Más allá del edén

Luis Ferrer i Balsebre
Luis Ferrer i Balsebre TONEL DE DIÓGENES

OPINIÓN

02 jun 2019 . Actualizado a las 05:00 h.

El 29 de mayo de 1953, el alpinista neozelandés Edmund Hillary, acompañado del serpa Tenzing Norgay, conquistaba la cima de la montaña más alta del mundo, el Everest. Más de seis décadas después, once personas han perdido la vida en lo que va de temporada con el mismo afán, pero no crean que debido al enorme riesgo y dificultad que tiene la ascensión, sino al hecho de que la fila de gente esperando para coronar la cumbre y hacerse la foto resulta ser una trampa mucho más peligrosa. 
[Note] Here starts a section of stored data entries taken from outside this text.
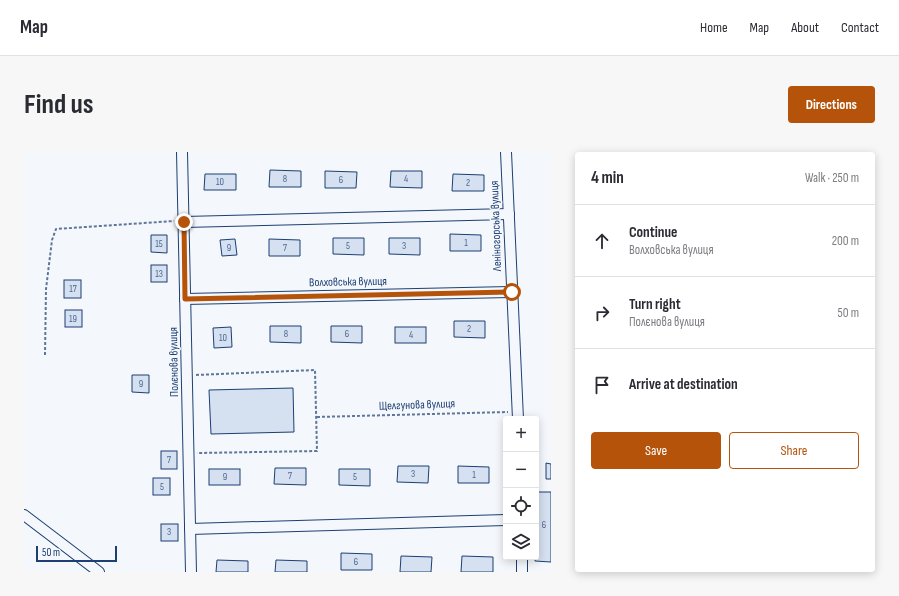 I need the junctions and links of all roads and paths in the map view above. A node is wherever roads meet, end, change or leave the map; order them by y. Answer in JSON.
{"nodes":[{"id":1,"x":182,"y":152,"type":"edge"},
{"id":2,"x":506,"y":152,"type":"edge"},
{"id":3,"x":509,"y":214,"type":"junction"},
{"id":4,"x":184,"y":221,"type":"junction"},
{"id":5,"x":512,"y":292,"type":"junction"},
{"id":6,"x":185,"y":299,"type":"junction"},
{"id":7,"x":45,"y":355,"type":"dead end"},
{"id":8,"x":187,"y":375,"type":"junction"},
{"id":9,"x":518,"y":415,"type":"edge"},
{"id":10,"x":317,"y":417,"type":"junction"},
{"id":11,"x":189,"y":454,"type":"junction"},
{"id":12,"x":24,"y":515,"type":"edge"},
{"id":13,"x":503,"y":520,"type":"edge"},
{"id":14,"x":190,"y":529,"type":"junction"},
{"id":15,"x":522,"y":560,"type":"edge"},
{"id":16,"x":98,"y":572,"type":"edge"},
{"id":17,"x":191,"y":572,"type":"edge"},
{"id":18,"x":522,"y":572,"type":"edge"}],
"edges":[{"from":1,"to":4,"type":"street","name":"Полєнова вулиця"},
{"from":2,"to":3,"type":"street","name":"Леніногорська вулиця"},
{"from":3,"to":4,"type":"street"},
{"from":3,"to":5,"type":"street","name":"Леніногорська вулиця"},
{"from":4,"to":6,"type":"street","name":"Полєнова вулиця"},
{"from":4,"to":7,"type":"path"},
{"from":5,"to":6,"type":"street","name":"Волховська вулиця"},
{"from":5,"to":9,"type":"street","name":"Леніногорська вулиця"},
{"from":6,"to":8,"type":"street","name":"Полєнова вулиця"},
{"from":8,"to":10,"type":"path"},
{"from":8,"to":11,"type":"street","name":"Полєнова вулиця"},
{"from":9,"to":10,"type":"path","name":"Щелгунова вулиця"},
{"from":10,"to":11,"type":"path"},
{"from":11,"to":14,"type":"street","name":"Полєнова вулиця"},
{"from":12,"to":16,"type":"street"},
{"from":13,"to":14,"type":"street"},
{"from":14,"to":17,"type":"street","name":"Полєнова вулиця"},
{"from":15,"to":18,"type":"street"}]} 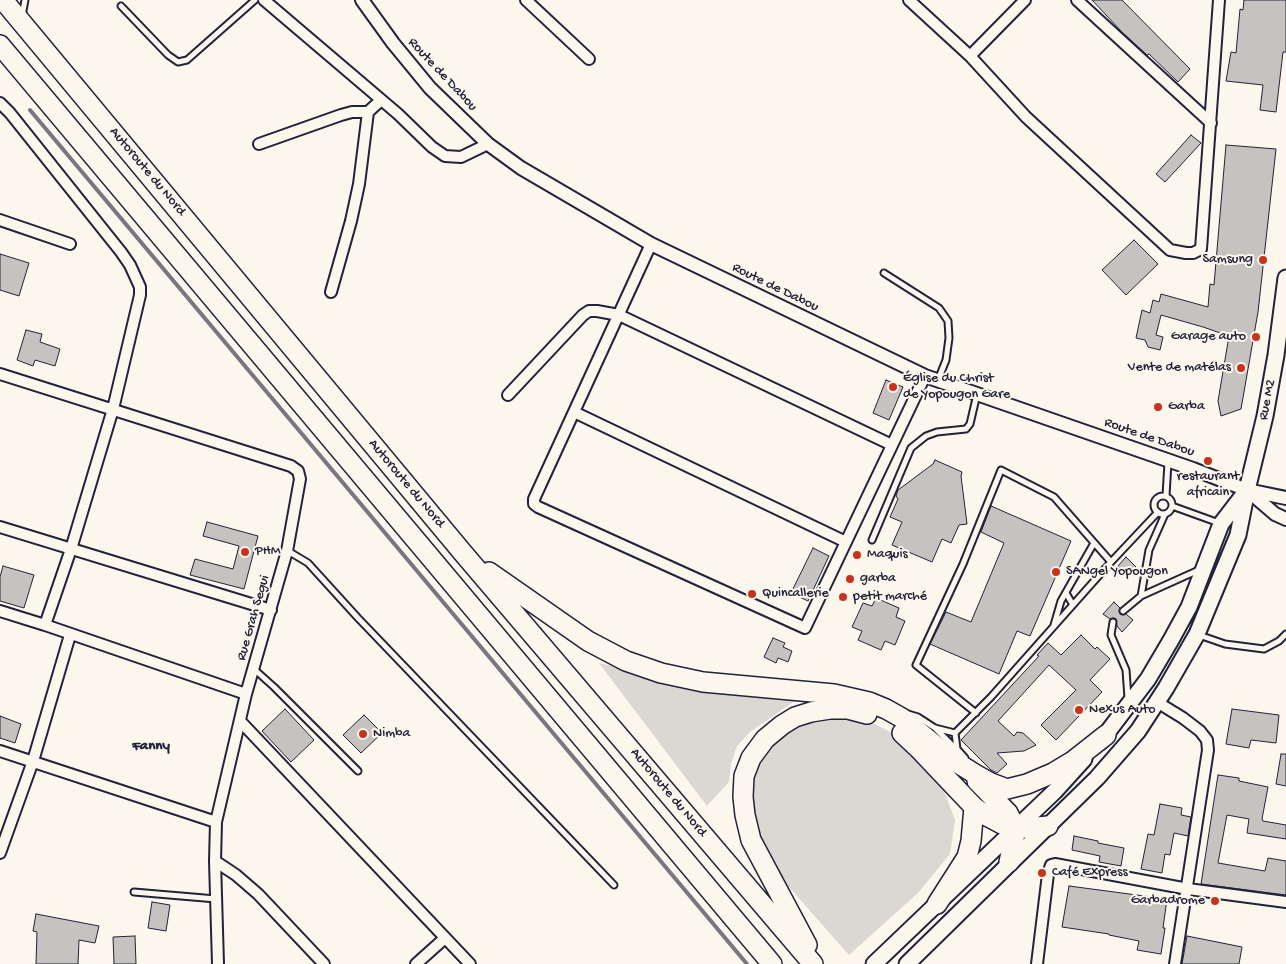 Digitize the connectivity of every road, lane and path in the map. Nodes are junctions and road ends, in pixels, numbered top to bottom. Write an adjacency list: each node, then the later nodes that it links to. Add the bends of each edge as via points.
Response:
1 (3, 0): 12 (highway, Autoroute du Nord)
2 (25, 0): 12 (lane)
3 (256, 0): 11 (lane, via 187,60 178,62)
4 (264, 0): 16 (street)
5 (362, 0): 21 (street, Route de Dabou, via 430,88)
6 (526, 0): 15 (street)
7 (909, 0): 14 (street)
8 (1025, 0): 14 (street)
9 (1077, 0): 19 (street)
10 (1219, 0): 19 (street)
11 (121, 6)
12 (22, 22): 52 (highway, Autoroute du Nord)
13 (0, 44): 99 (highway, Autoroute du Nord)
14 (970, 56): 19 (street, via 1026,117 1170,250 1193,253 1201,249)
15 (589, 59)
16 (381, 100): 18 (street); 21 (street, via 432,148 445,156 461,157)
17 (0, 103): 34 (street, via 121,252 140,287)
18 (368, 112): 20 (street, via 341,115); 27 (street, via 359,184)
19 (1211, 123)
20 (259, 144)
21 (488, 144): 24 (street, Route de Dabou, via 521,168)
22 (0, 220): 23 (street)
23 (70, 244)
24 (651, 244): 28 (street); 30 (street, Route de Dabou)
25 (884, 273): 31 (lane, via 939,308 948,321 950,338)
26 (1286, 278): 38 (main road, Rue M2, via 1265,416)
27 (331, 292)
28 (619, 315): 33 (street, via 589,311 583,315); 35 (street); 36 (street)
29 (0, 374): 34 (street, Rue Grah Segui)
30 (924, 376): 31 (street, Route de Dabou); 36 (street)
31 (938, 381): 32 (street, Route de Dabou)
32 (977, 394): 37 (street, Route de Dabou); 47 (lane, via 966,429 937,432 911,448)
33 (508, 395)
34 (113, 409): 50 (street); 51 (street, Rue Grah Segui, via 292,466 300,479)
35 (574, 412): 48 (street); 48 (street, via 534,499 538,507 802,628 807,626)
36 (892, 445): 48 (street)
37 (1168, 461): 38 (street, Route de Dabou); 39 (lane)
38 (1246, 490): 40 (street, Route de Dabou); 44 (street, Route de Dabou, via 1274,514); 45 (main road); 65 (main road, Rue M2, via 1238,535)
39 (1166, 496): 41 (lane); 42 (lane, via 1156,499 1154,506)
40 (1286, 498)
41 (1172, 506): 43 (lane); 45 (lane)
42 (1158, 512): 43 (lane); 53 (lane)
43 (1165, 514): 56 (lane, via 1149,550)
44 (1286, 519)
45 (1221, 524): 54 (main road)
46 (0, 527): 50 (street)
47 (872, 540)
48 (846, 542)
49 (1094, 543): 53 (lane); 55 (lane); 72 (lane, via 1054,497 1001,470 916,665)
50 (71, 550): 58 (street); 62 (street)
51 (287, 551): 58 (street, Rue Grah Segui); 88 (lane, via 308,563)
52 (463, 553): 71 (highway, via 588,641 626,661 703,682 834,694); 100 (highway, Autoroute du Nord)
53 (1111, 562): 57 (lane)
54 (1206, 567): 56 (lane); 70 (main road, via 1171,640)
55 (1066, 593): 57 (lane); 63 (lane)
56 (1141, 596): 60 (lane)
57 (1073, 605): 63 (lane)
58 (271, 610): 67 (street, Rue Grah Segui)
59 (0, 611): 62 (street)
60 (1123, 611)
61 (1113, 622): 70 (lane, via 1112,636 1126,670)
62 (46, 625): 64 (street)
63 (1053, 628): 72 (lane)
64 (70, 634): 68 (street); 79 (street)
65 (1197, 634): 66 (lane, via 1225,644 1264,648); 69 (main road, Rue M2)
66 (1286, 634)
67 (254, 669): 68 (street, Rue Grah Segui); 80 (lane)
68 (246, 694): 73 (street, Rue Grah Segui)
69 (1157, 702): 83 (main road, Rue M2, via 1138,731 1097,778); 89 (street, via 1200,730 1207,740)
70 (1128, 707): 76 (main road)
71 (886, 709): 74 (lane, via 918,717); 78 (highway)
72 (976, 713): 75 (lane)
73 (241, 722): 82 (street, Rue Grah Segui); 94 (street)
74 (935, 728): 75 (lane); 78 (lane)
75 (955, 734): 78 (lane)
76 (1106, 735): 78 (highway, via 1060,769 1007,789 990,783); 84 (main road)
77 (0, 751): 79 (street)
78 (956, 756): 84 (highway, via 1008,813)
79 (33, 762): 82 (street); 85 (street)
80 (358, 771)
81 (974, 807): 84 (highway); 93 (highway, via 972,840 966,857); 100 (highway, via 918,748 887,722 870,714 848,709 811,712 795,717 765,739 751,758 744,776 744,815 751,840)
82 (216, 822): 86 (street, Rue Grah Segui)
83 (1048, 826): 84 (highway); 87 (main road, Rue M2)
84 (1016, 829): 87 (highway); 93 (main road)
85 (0, 853)
86 (215, 861): 91 (street, Rue Grah Segui); 96 (street, via 258,894)
87 (1009, 862): 102 (main road, Rue M2)
88 (614, 885)
89 (1188, 888): 92 (street); 103 (street, via 1051,865); 104 (street)
90 (134, 892): 91 (lane)
91 (216, 899): 95 (street, Rue Grah Segui)
92 (1286, 902)
93 (937, 904): 101 (main road)
94 (444, 938): 97 (street); 98 (street)
95 (218, 964)
96 (324, 964)
97 (416, 964)
98 (470, 964)
99 (772, 964)
100 (815, 964)
101 (874, 964)
102 (907, 964)
103 (1037, 964)
104 (1175, 964)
Queda claro que el mundo se ha quedado pequeño y que ya no hay lugar dónde perderse ni nada nuevo que conquistar que no sea un selfi arriesgado para mandar a las redes.

Es difícil descifrar las claves que impulsan conductas de este tipo, la búsqueda de emociones fuertes, el superarse a uno mismo, el emular las hazañas de los héroes identificándose con ellos, el placer de la soledad absoluta, el amor por la montaña... Pero estas emociones resultan tan respetables como contradictorias con la realidad con que se encuentran: una multitud donde debería haber soledad apabullante, un reguero de coca colas y desperdicios donde debería haber una nieve virginal, unos jóvenes guías turísticos suplantando experimentados exploradores aborígenes, un vocifero humano donde debería reinar un absoluto silencio.
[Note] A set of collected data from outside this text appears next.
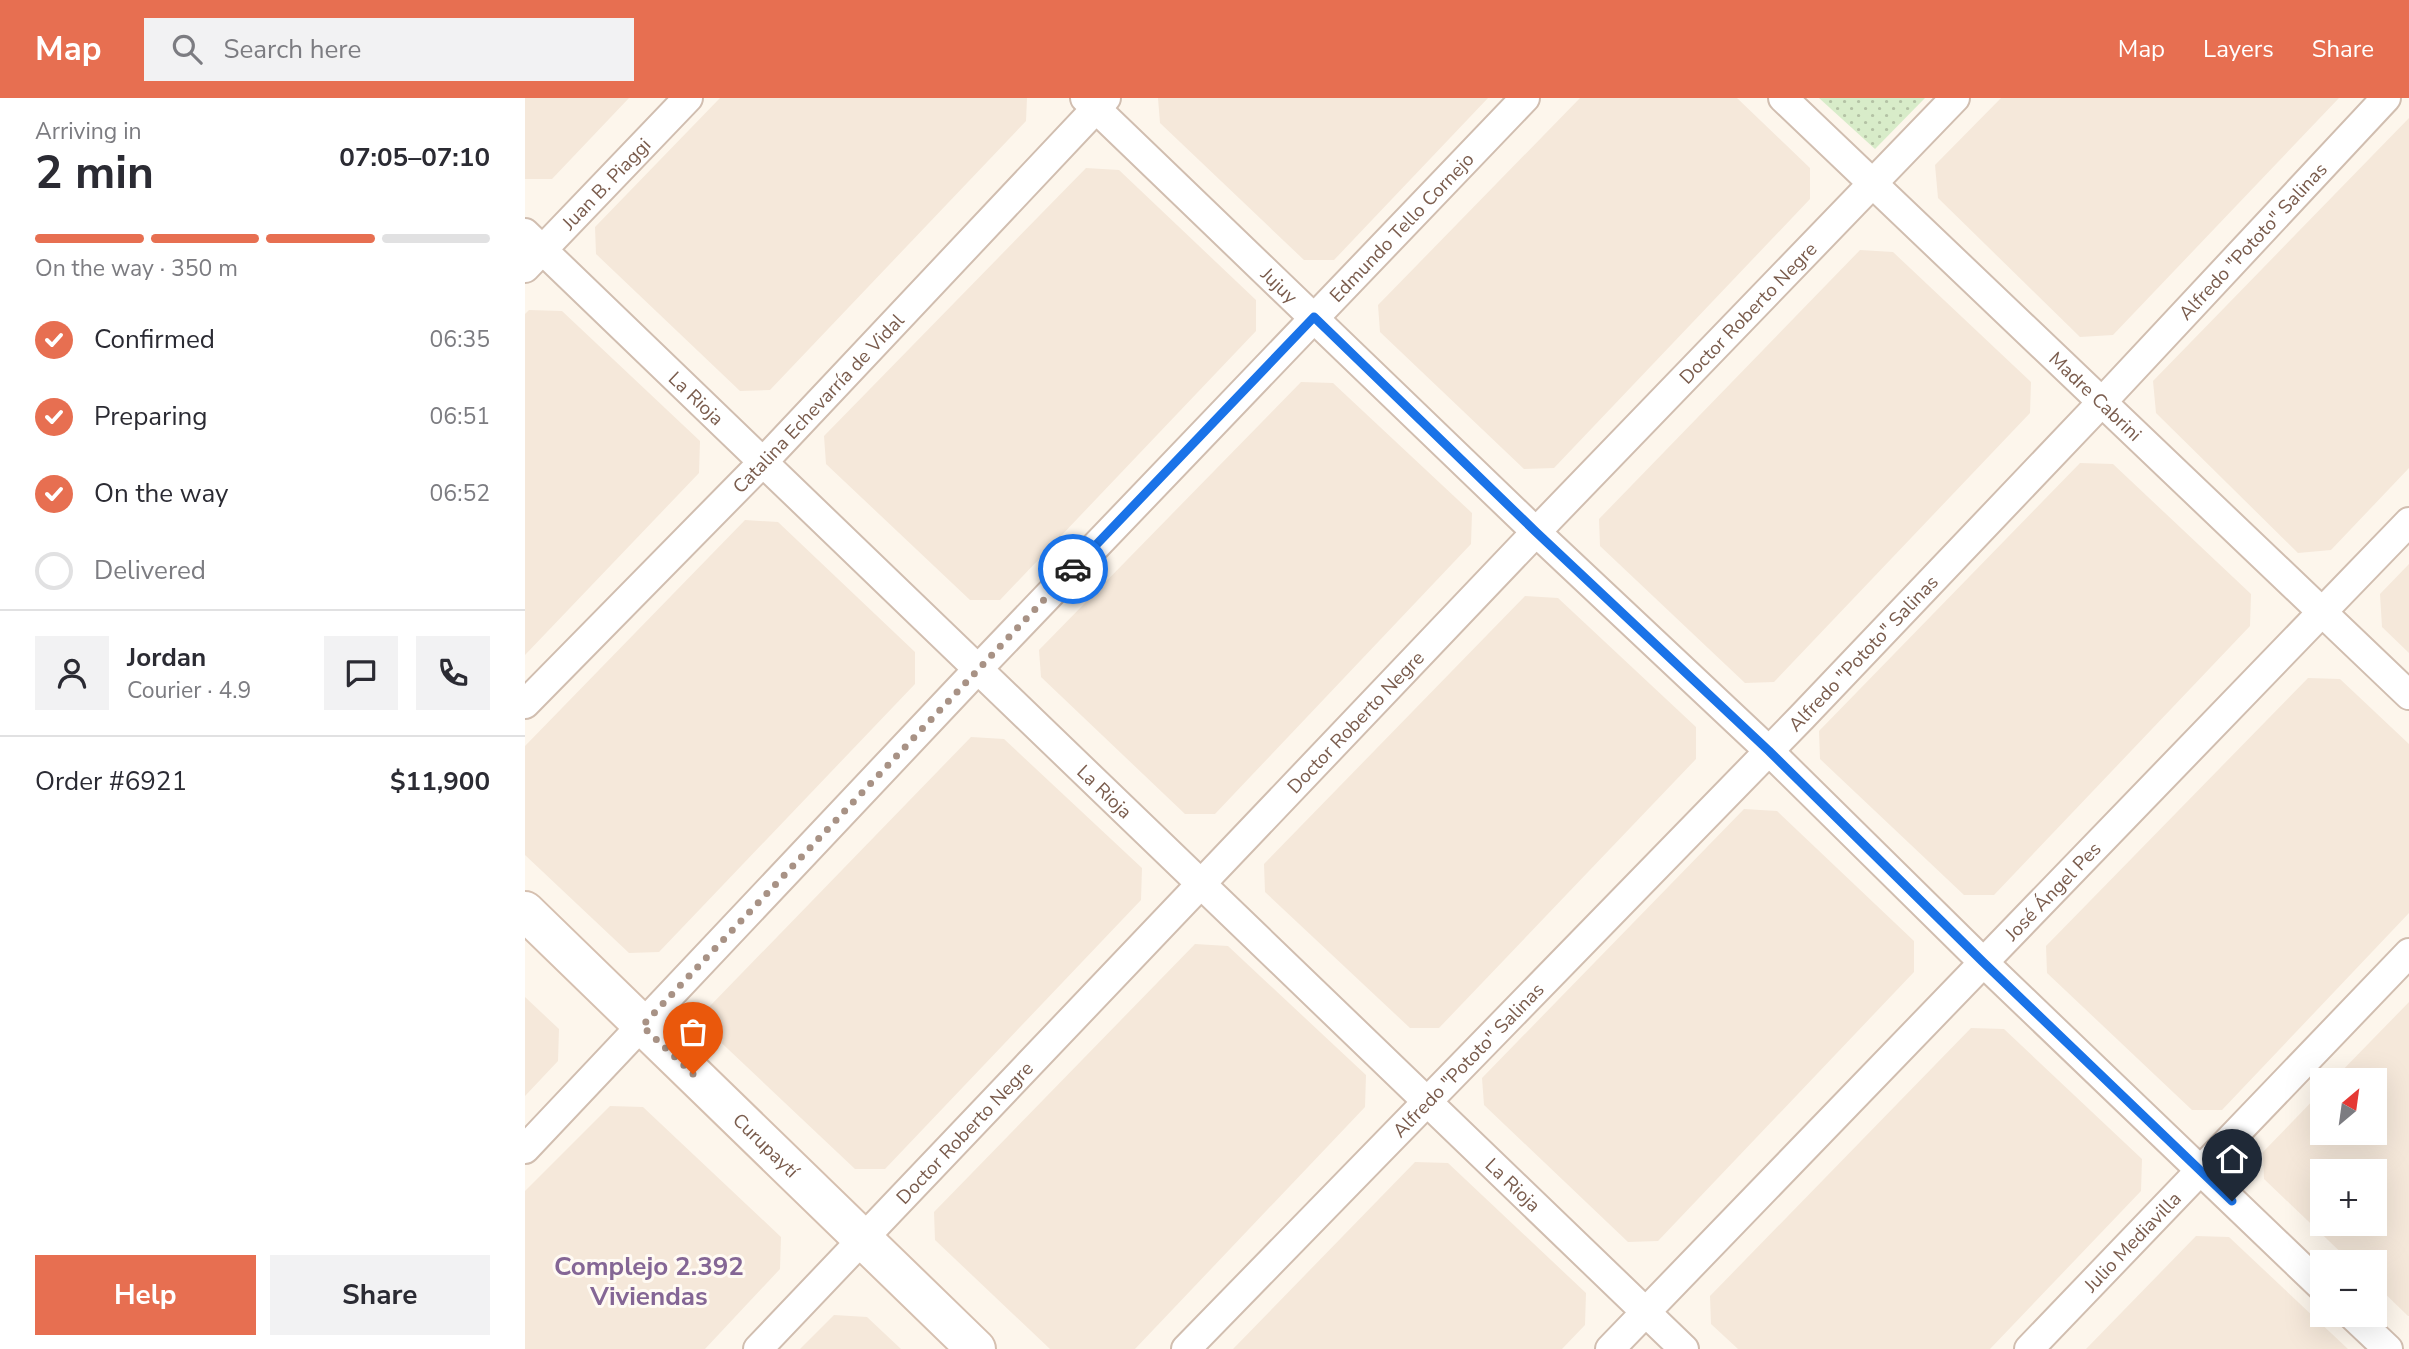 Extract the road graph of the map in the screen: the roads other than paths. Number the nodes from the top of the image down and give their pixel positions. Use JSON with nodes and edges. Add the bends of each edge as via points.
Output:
{"nodes":[{"id":1,"x":688,"y":98,"type":"edge"},
{"id":2,"x":1525,"y":98,"type":"edge"},
{"id":3,"x":1783,"y":98,"type":"edge"},
{"id":4,"x":1955,"y":98,"type":"edge"},
{"id":5,"x":2386,"y":98,"type":"edge"},
{"id":6,"x":1096,"y":101,"type":"edge"},
{"id":7,"x":1872,"y":183,"type":"junction"},
{"id":8,"x":531,"y":250,"type":"edge"},
{"id":9,"x":1314,"y":317,"type":"junction"},
{"id":10,"x":2102,"y":402,"type":"junction"},
{"id":11,"x":763,"y":462,"type":"junction"},
{"id":12,"x":2409,"y":522,"type":"edge"},
{"id":13,"x":1536,"y":532,"type":"junction"},
{"id":14,"x":2322,"y":612,"type":"junction"},
{"id":15,"x":978,"y":668,"type":"junction"},
{"id":16,"x":2409,"y":695,"type":"edge"},
{"id":17,"x":525,"y":704,"type":"edge"},
{"id":18,"x":1769,"y":751,"type":"junction"},
{"id":19,"x":1201,"y":884,"type":"junction"},
{"id":20,"x":525,"y":911,"type":"edge"},
{"id":21,"x":2409,"y":953,"type":"edge"},
{"id":22,"x":1983,"y":962,"type":"junction"},
{"id":23,"x":642,"y":1026,"type":"junction"},
{"id":24,"x":1426,"y":1101,"type":"junction"},
{"id":25,"x":525,"y":1149,"type":"edge"},
{"id":26,"x":2201,"y":1172,"type":"junction"},
{"id":27,"x":864,"y":1238,"type":"junction"},
{"id":28,"x":2310,"y":1276,"type":"edge"},
{"id":29,"x":1645,"y":1312,"type":"junction"},
{"id":30,"x":2365,"y":1327,"type":"edge"},
{"id":31,"x":758,"y":1349,"type":"edge"},
{"id":32,"x":976,"y":1349,"type":"edge"},
{"id":33,"x":1186,"y":1349,"type":"edge"},
{"id":34,"x":1610,"y":1349,"type":"edge"},
{"id":35,"x":1684,"y":1349,"type":"edge"},
{"id":36,"x":2029,"y":1349,"type":"edge"},
{"id":37,"x":2388,"y":1349,"type":"edge"}],
"edges":[{"from":1,"to":8,"type":"street","name":"Juan B. Piaggi"},
{"from":2,"to":9,"type":"street","name":"Edmundo Tello Cornejo"},
{"from":3,"to":7,"type":"street","name":"Madre Cabrini"},
{"from":4,"to":7,"type":"street","name":"Doctor Roberto Negre"},
{"from":5,"to":10,"type":"street","name":"Alfredo \"Pototo\" Salinas"},
{"from":6,"to":9,"type":"street","name":"Jujuy"},
{"from":6,"to":11,"type":"street","name":"Catalina Echevarría de Vidal"},
{"from":7,"to":10,"type":"street","name":"Madre Cabrini"},
{"from":7,"to":13,"type":"street","name":"Doctor Roberto Negre"},
{"from":8,"to":11,"type":"street","name":"La Rioja"},
{"from":9,"to":13,"type":"street","name":"Jujuy"},
{"from":9,"to":15,"type":"street","name":"Edmundo Tello Cornejo"},
{"from":10,"to":14,"type":"street","name":"Madre Cabrini"},
{"from":10,"to":18,"type":"street","name":"Alfredo \"Pototo\" Salinas"},
{"from":11,"to":15,"type":"street","name":"La Rioja"},
{"from":11,"to":17,"type":"street","name":"Catalina Echevarría de Vidal"},
{"from":12,"to":14,"type":"street","name":"José Ángel Pes"},
{"from":13,"to":18,"type":"street","name":"Jujuy"},
{"from":13,"to":19,"type":"street","name":"Doctor Roberto Negre"},
{"from":14,"to":16,"type":"street","name":"Madre Cabrini"},
{"from":14,"to":22,"type":"street","name":"José Ángel Pes"},
{"from":15,"to":19,"type":"street","name":"La Rioja"},
{"from":15,"to":23,"type":"street","name":"Edmundo Tello Cornejo"},
{"from":18,"to":22,"type":"street","name":"Jujuy"},
{"from":18,"to":24,"type":"street","name":"Alfredo \"Pototo\" Salinas"},
{"from":19,"to":24,"type":"street","name":"La Rioja"},
{"from":19,"to":27,"type":"street","name":"Doctor Roberto Negre"},
{"from":20,"to":23,"type":"street","name":"Curupaytí"},
{"from":21,"to":26,"type":"street","name":"Julio Mediavilla"},
{"from":22,"to":26,"type":"street","name":"Jujuy"},
{"from":22,"to":29,"type":"street","name":"José Ángel Pes"},
{"from":23,"to":25,"type":"street","name":"Edmundo Tello Cornejo"},
{"from":23,"to":27,"type":"street","name":"Curupaytí"},
{"from":24,"to":29,"type":"street","name":"La Rioja"},
{"from":24,"to":33,"type":"street","name":"Alfredo \"Pototo\" Salinas"},
{"from":26,"to":28,"type":"street","name":"Jujuy"},
{"from":26,"to":36,"type":"street","name":"Julio Mediavilla"},
{"from":27,"to":31,"type":"street","name":"Doctor Roberto Negre"},
{"from":27,"to":32,"type":"street","name":"Curupaytí"},
{"from":29,"to":34,"type":"street","name":"José Ángel Pes"},
{"from":29,"to":35,"type":"street","name":"La Rioja"},
{"from":30,"to":37,"type":"street"}]}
Estas contradicciones aventureras, fomentadas por una publicidad implacable, que muestra un mundo de experiencias vendidas como hazañas, y que no son más que un paquete de turismo caro de aventura con el que hacer negocio, aunque a veces la aventura se convierta en sepultura.

La imagen de la fila interminable de individuos vestidos de Edmund Hillary apelotonados en la breve cornisa que cubre el último tramo de la ascensión, es análoga a la que viví en primera persona en un viaje a Senegal -también vendido como algo exótico y misterioso-, en donde un grupo de turistas aventureros fuimos transportados en cayucos miserables a la isla de los fetiches. Un lugar inexplorado en el que habitaba un famoso chamán invidente y centenario, que en contadísimas ocasiones se atrevía a salir de su choza y dejarse ver para comunicar los más oscuros arcanos que, solo quien tiene pase al inframundo, puede conocer.

Dispuestos en semicírculo alrededor de la choza del santón, esperábamos la respuesta de nuestro guía, que osó suplicar su presencia ante nosotros. Los minutos antes de comunicarnos la buena nueva se hicieron eternos. Salió un ancianito ciego envuelto en una bufanda del Real Madrid y desveló el oráculo secreto: ¡Amancio, Pirri, Gento..! ¡Viva España! Miré alrededor y vi a todos mis compañeros de liturgia vestidos de Coronel Tapioca y serios, como en misa. Ahí tomé la determinación de no volver a buscar emociones fuertes más allá del Edén.